Berlin/Glasgow (dapd). Wenn die Spieler der ruhmreichen Glasgow Rangers am 11. August die Saison 2012/13 beginnen, wird ihnen der raue Nordseewind ins Gesicht pfeifen. Man wird vielleicht ein paar Möwen kreischen hören, denn mehr als 4.000 Zuschauer werden sich nicht einfinden können im Stadion Balmoor des FC Peterhead im 17.000-Einwohner-Nest am östlichsten Punkt des schottischen Festlands.

Zum Saisonauftakt steht für den 54-fachen schottischen Meister nicht etwa ein undankbares Pokalspiel auf dem Land an, sondern harter Liga-Alltag. Die Glasgow Rangers sind seit Freitag viertklassig.

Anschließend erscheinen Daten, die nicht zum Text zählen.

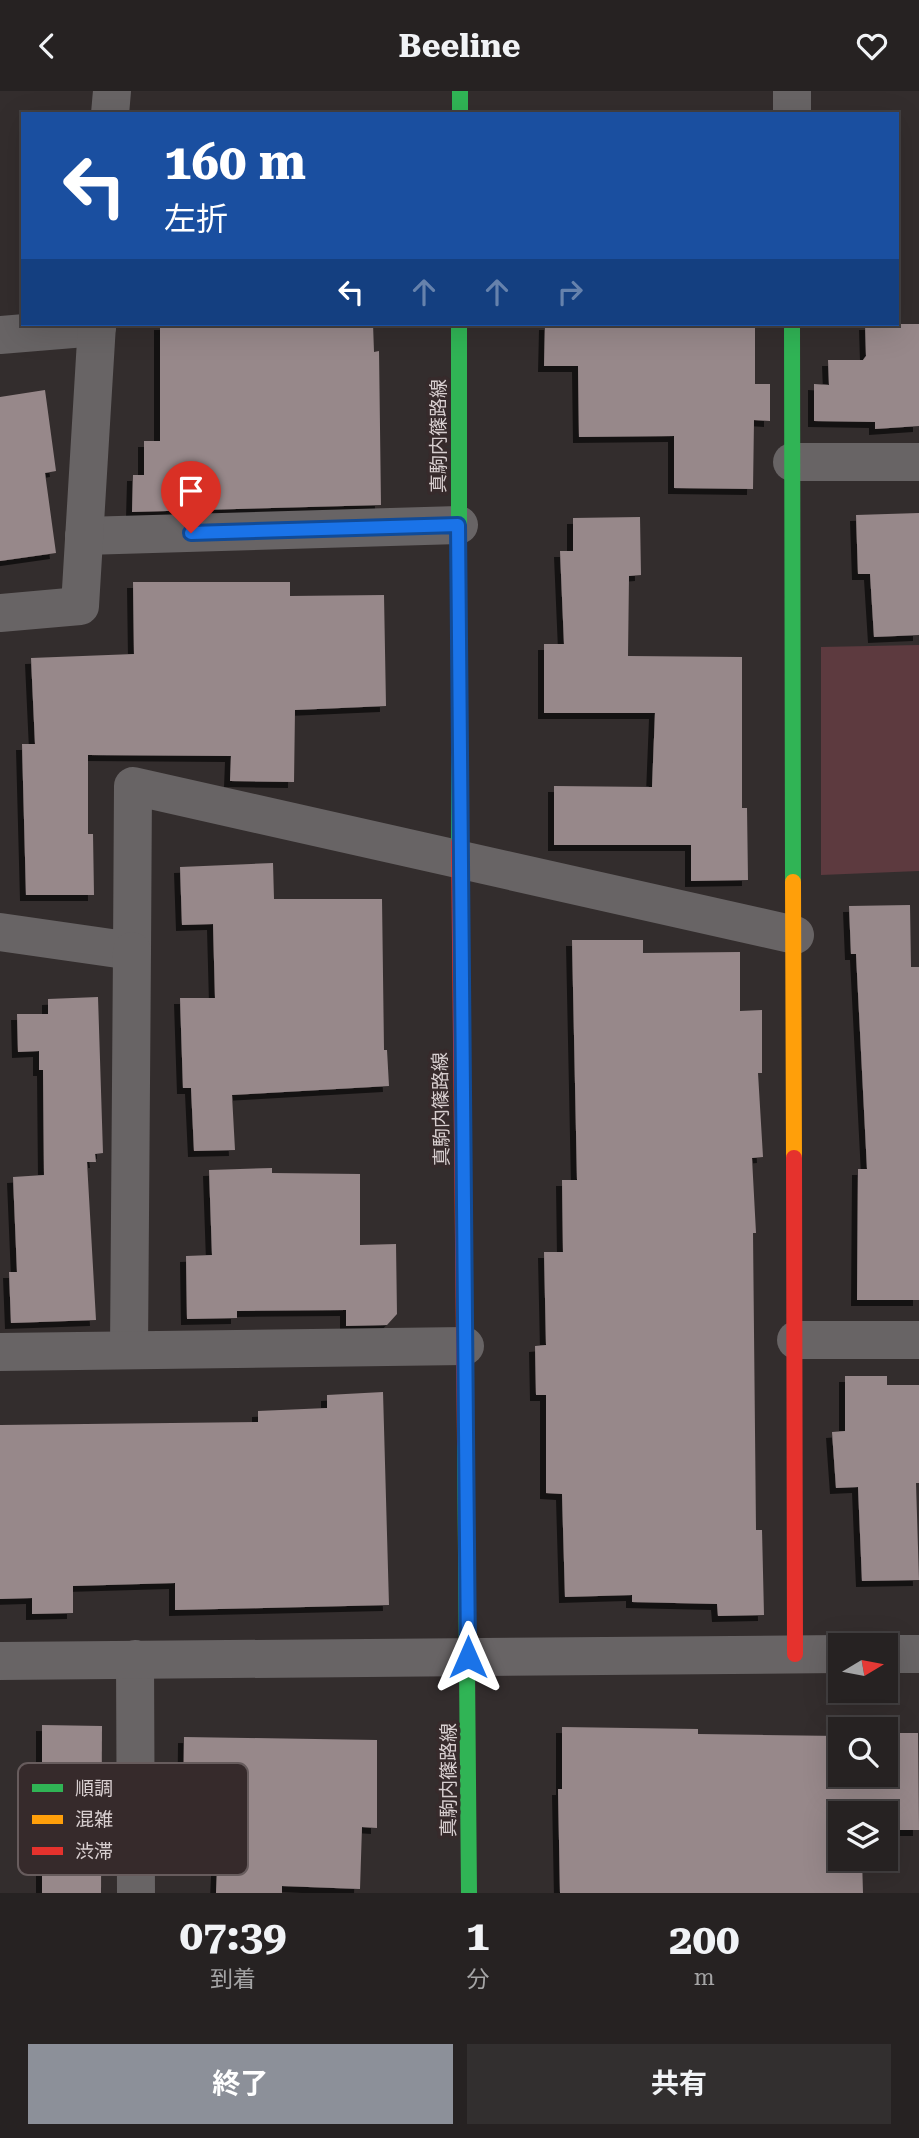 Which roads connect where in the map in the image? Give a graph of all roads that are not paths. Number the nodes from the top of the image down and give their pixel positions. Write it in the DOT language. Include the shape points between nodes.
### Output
graph roads {
  1 [pos="112,91"];
  2 [pos="460,91"];
  3 [pos="792,91"];
  4 [pos="110,112"];
  5 [pos="460,112"];
  6 [pos="792,112"];
  7 [pos="87,326"];
  8 [pos="97,326"];
  9 [pos="459,326"];
  10 [pos="792,326"];
  11 [pos="0,335"];
  12 [pos="793,462"];
  13 [pos="919,462"];
  14 [pos="458,525"];
  15 [pos="84,536"];
  16 [pos="0,613"];
  17 [pos="459,861"];
  18 [pos="0,932"];
  19 [pos="795,935"];
  20 [pos="132,950"];
  21 [pos="796,1340"];
  22 [pos="919,1340"];
  23 [pos="465,1346"];
  24 [pos="129,1350"];
  25 [pos="0,1352"];
  26 [pos="796,1654"];
  27 [pos="828,1654"];
  28 [pos="898,1654"];
  29 [pos="919,1654"];
  30 [pos="468,1657"];
  31 [pos="135,1660"];
  32 [pos="0,1661"];
  33 [pos="135,1763"];
  34 [pos="136,1875"];
  35 [pos="136,1893"];
  36 [pos="469,1893"];
  1 -- 4 [label="street"];
  2 -- 5 [label="main road"];
  3 -- 6 [label="street"];
  7 -- 11 [label="street"];
  8 -- 15 [label="street"];
  9 -- 14 [label="main road, 真駒内篠路線"];
  10 -- 12 [label="main road"];
  12 -- 13 [label="street"];
  12 -- 19 [label="main road"];
  14 -- 15 [label="street"];
  14 -- 17 [label="main road, 真駒内篠路線"];
  15 -- 16 [label="street" via="80,605"];
  17 -- 19 [label="street"];
  17 -- 20 [label="street" via="133,786"];
  17 -- 23 [label="main road, 真駒内篠路線"];
  18 -- 20 [label="street"];
  19 -- 21 [label="main road"];
  20 -- 24 [label="street"];
  21 -- 22 [label="street"];
  21 -- 26 [label="main road"];
  23 -- 24 [label="street"];
  23 -- 30 [label="main road, 真駒内篠路線"];
  24 -- 25 [label="street"];
  26 -- 27 [label="street"];
  26 -- 30 [label="street"];
  28 -- 29 [label="street"];
  30 -- 31 [label="street"];
  30 -- 36 [label="main road, 真駒内篠路線"];
  31 -- 32 [label="street"];
  31 -- 33 [label="street"];
  34 -- 35 [label="street"];
} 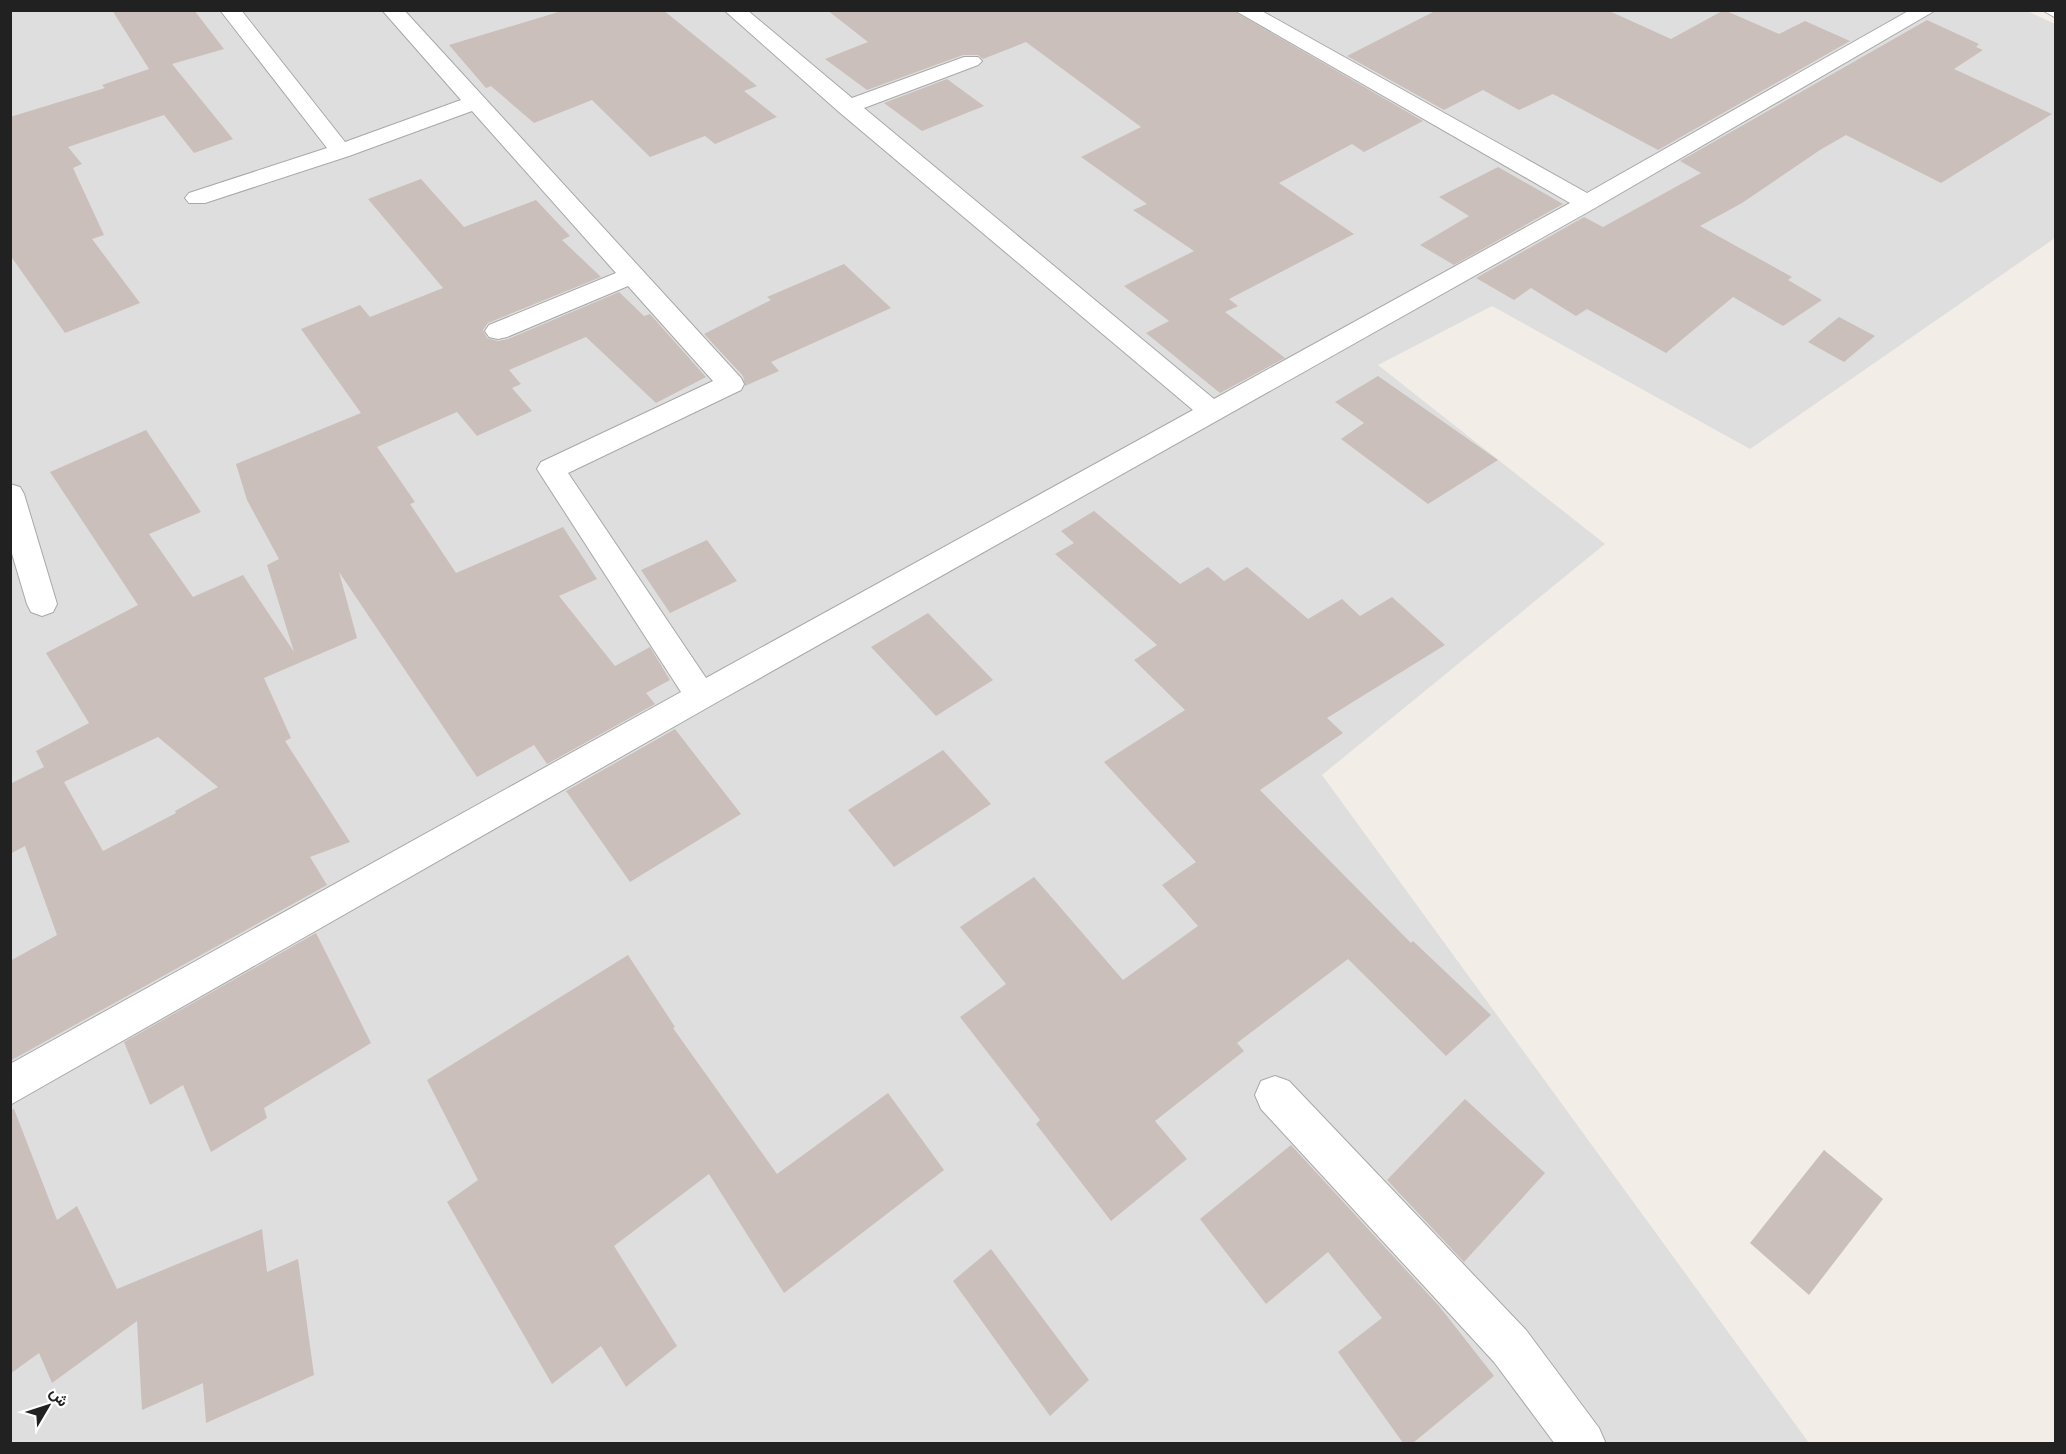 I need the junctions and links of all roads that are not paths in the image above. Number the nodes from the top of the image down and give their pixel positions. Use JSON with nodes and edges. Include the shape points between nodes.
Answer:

25 der 30 Fußballklubs des Landes votierten für den Zwangsabstieg der national erfolgreichsten Mannschaft der Welt von der Scottish Premier League in die unterste Liga, die Third Division. Aus Gründen der Chancengleichheit, teils wohl auch aus Rachegelüsten gegen den in der Vergangenheit überheblich wirtschaftenden Protestantenklub, der sich in den vergangenen Jahren finanziell übernommen hat. Ein Urteil mit krassen Konsequenzen: Zum einen beraubt es die schottische Liga jeglicher Spannung, denn Erzrivale Celtic hat nun keinen ernst zu nehmenden Konkurrenten mehr. Der bislang letzte Meister, der nicht Celtic oder Rangers hieß, war der FC Aberdeen – vor 27 Jahren. Zum anderen ist unklar, wann das „Old Firm“, das älteste Derby dieses Sports, zum 400. Mal ausgetragen werden kann.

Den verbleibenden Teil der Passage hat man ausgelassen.